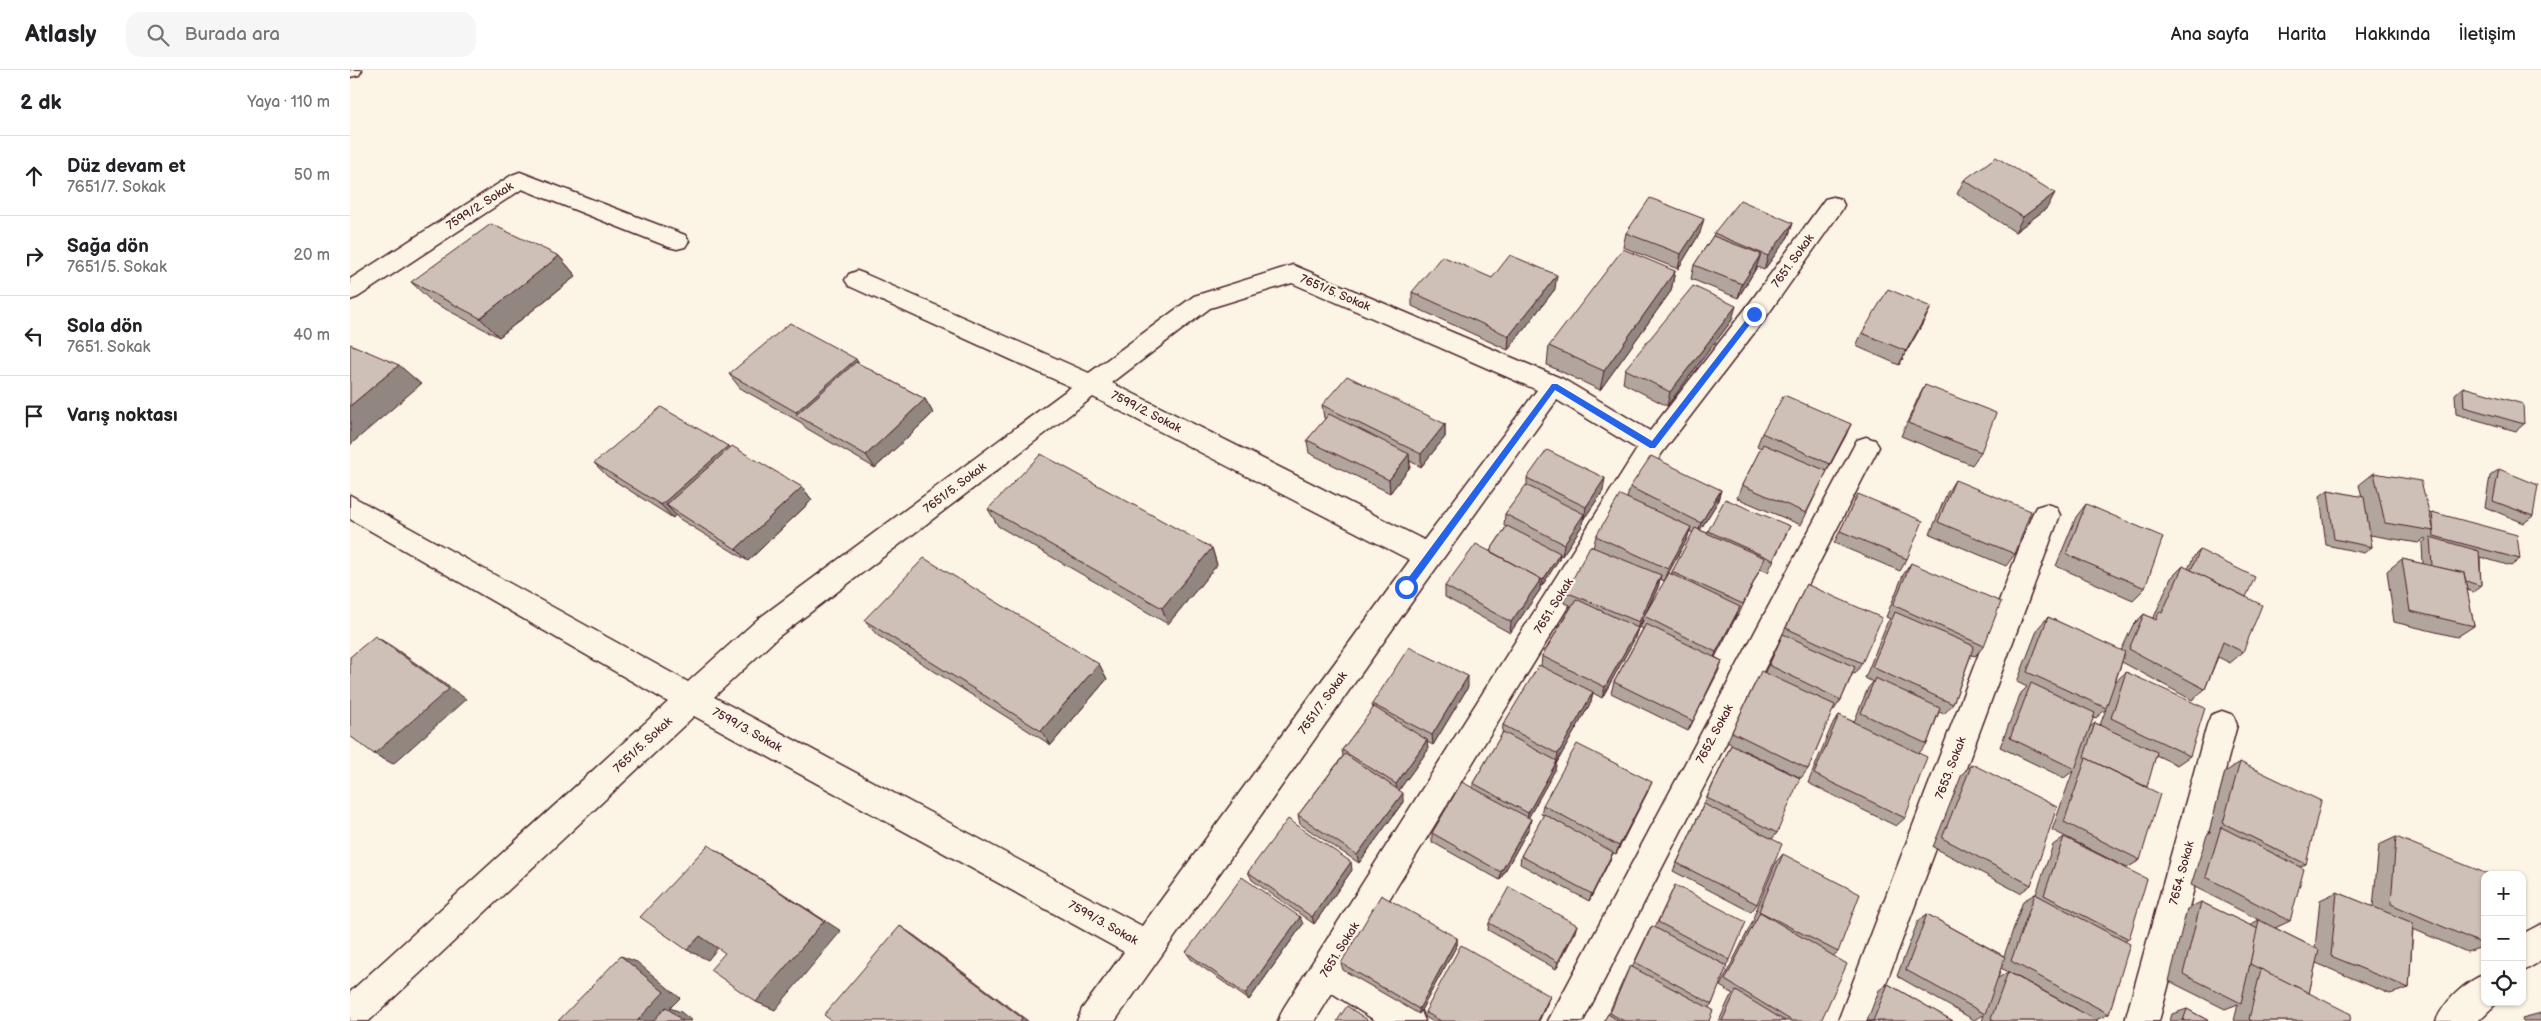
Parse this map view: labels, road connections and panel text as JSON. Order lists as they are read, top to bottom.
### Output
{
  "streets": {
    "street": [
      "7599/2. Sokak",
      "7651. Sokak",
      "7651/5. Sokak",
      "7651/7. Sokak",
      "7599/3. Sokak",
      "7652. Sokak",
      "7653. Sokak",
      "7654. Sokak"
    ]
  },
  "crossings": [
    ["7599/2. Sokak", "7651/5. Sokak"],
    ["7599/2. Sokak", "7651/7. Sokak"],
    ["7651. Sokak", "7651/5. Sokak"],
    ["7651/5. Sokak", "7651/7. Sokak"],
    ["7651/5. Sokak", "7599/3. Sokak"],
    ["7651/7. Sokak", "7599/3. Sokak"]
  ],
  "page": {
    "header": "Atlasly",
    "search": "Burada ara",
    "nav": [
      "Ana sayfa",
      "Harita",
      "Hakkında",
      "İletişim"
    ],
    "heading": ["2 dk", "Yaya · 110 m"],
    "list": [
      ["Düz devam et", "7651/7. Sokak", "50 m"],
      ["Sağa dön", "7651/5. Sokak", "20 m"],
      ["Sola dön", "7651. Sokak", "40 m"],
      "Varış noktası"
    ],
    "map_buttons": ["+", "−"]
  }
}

--

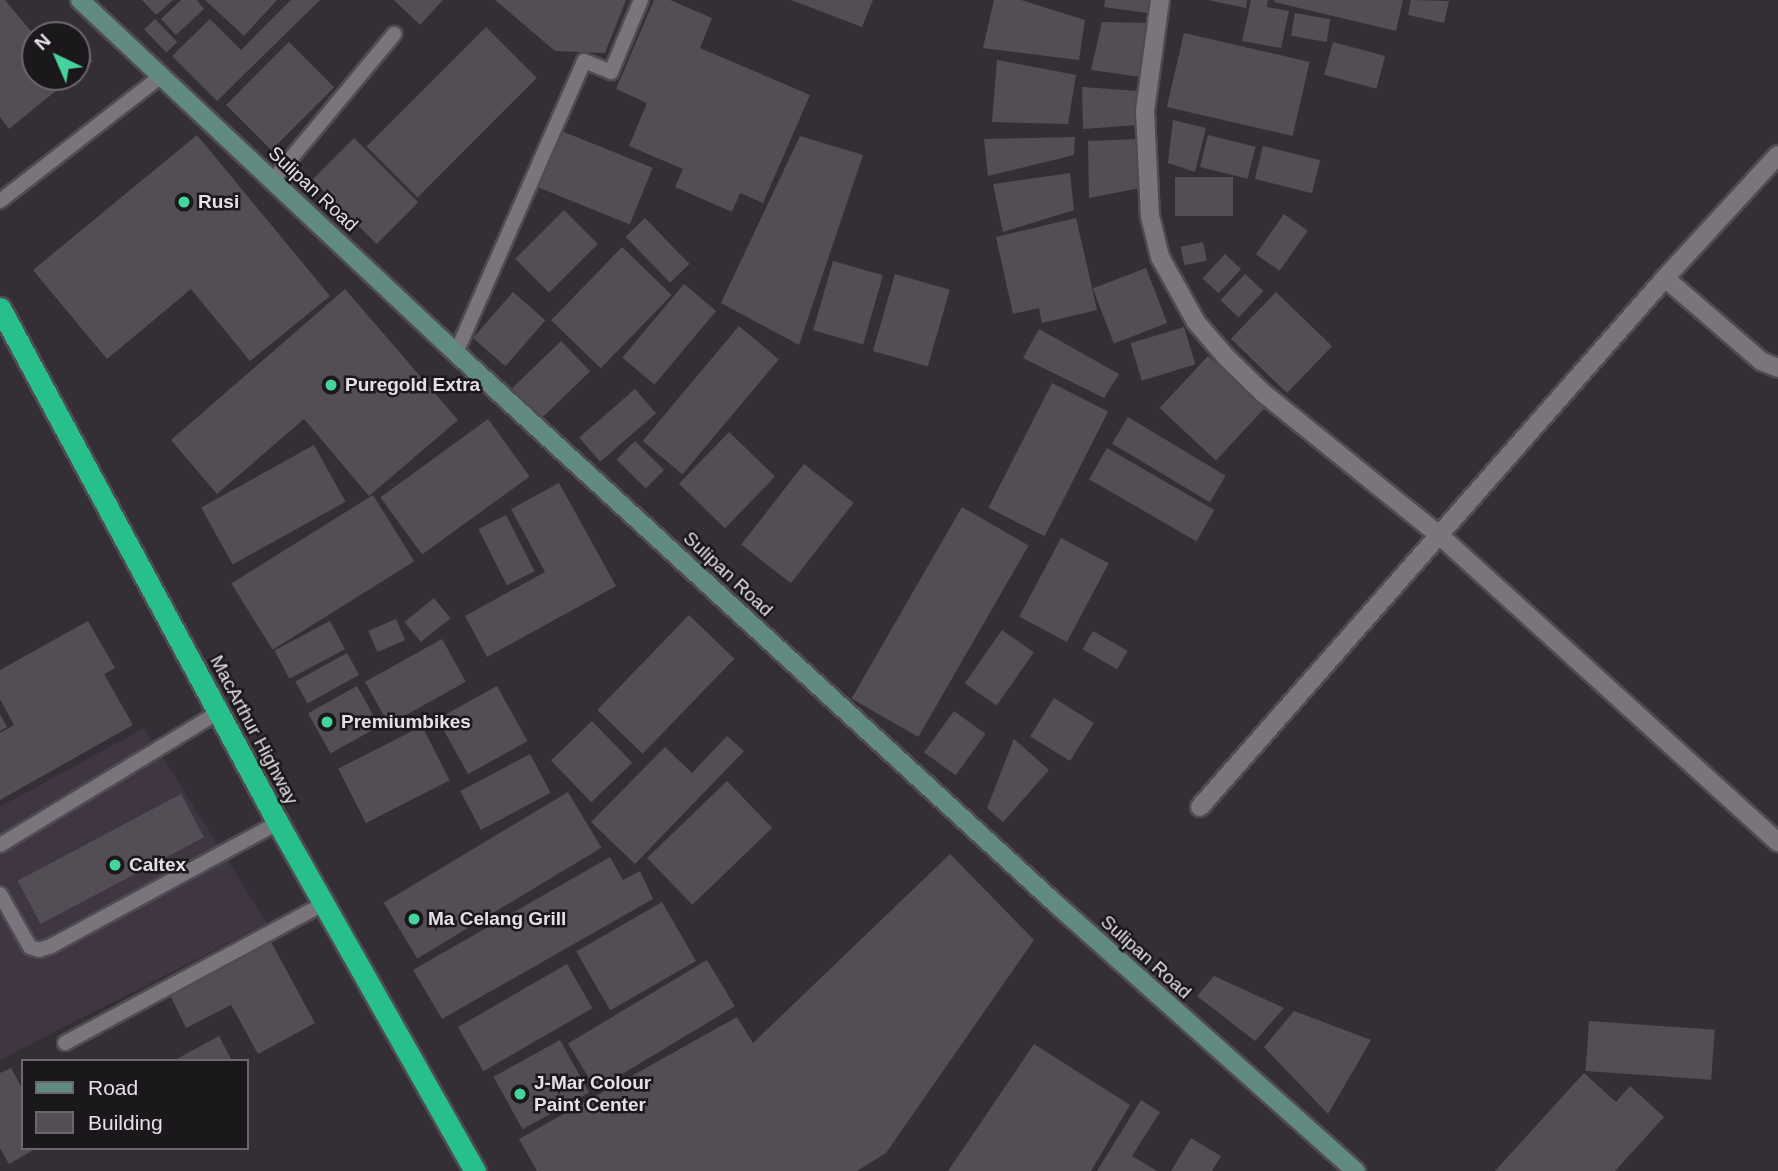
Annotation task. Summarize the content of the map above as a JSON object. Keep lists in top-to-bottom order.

...

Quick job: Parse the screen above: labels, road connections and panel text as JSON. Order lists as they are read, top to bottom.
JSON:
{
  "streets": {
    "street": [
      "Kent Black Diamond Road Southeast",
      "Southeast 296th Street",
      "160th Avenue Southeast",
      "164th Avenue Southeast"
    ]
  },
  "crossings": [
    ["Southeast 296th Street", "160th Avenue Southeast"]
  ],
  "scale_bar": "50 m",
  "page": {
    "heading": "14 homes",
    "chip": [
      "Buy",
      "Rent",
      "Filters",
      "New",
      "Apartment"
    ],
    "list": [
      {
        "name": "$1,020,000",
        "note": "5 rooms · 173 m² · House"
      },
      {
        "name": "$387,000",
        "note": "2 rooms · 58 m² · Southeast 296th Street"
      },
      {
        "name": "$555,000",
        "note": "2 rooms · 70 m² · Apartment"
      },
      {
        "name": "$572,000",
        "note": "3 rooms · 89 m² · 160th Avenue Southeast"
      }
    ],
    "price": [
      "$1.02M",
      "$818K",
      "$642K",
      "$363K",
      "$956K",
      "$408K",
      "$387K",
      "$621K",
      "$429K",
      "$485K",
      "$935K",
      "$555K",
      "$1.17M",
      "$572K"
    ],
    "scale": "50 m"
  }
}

- What the task requires
Filter the records above for lines with "lists".

- Exercise result
Parse this map view: labels, road connections and panel text as JSON. Order lists as they are read, top to bottom.
Annotation task. Summarize the content of the map above as a JSON object. Keep lists in top-to-bottom order.
Quick job: Parse the screen above: labels, road connections and panel text as JSON. Order lists as they are read, top to bottom.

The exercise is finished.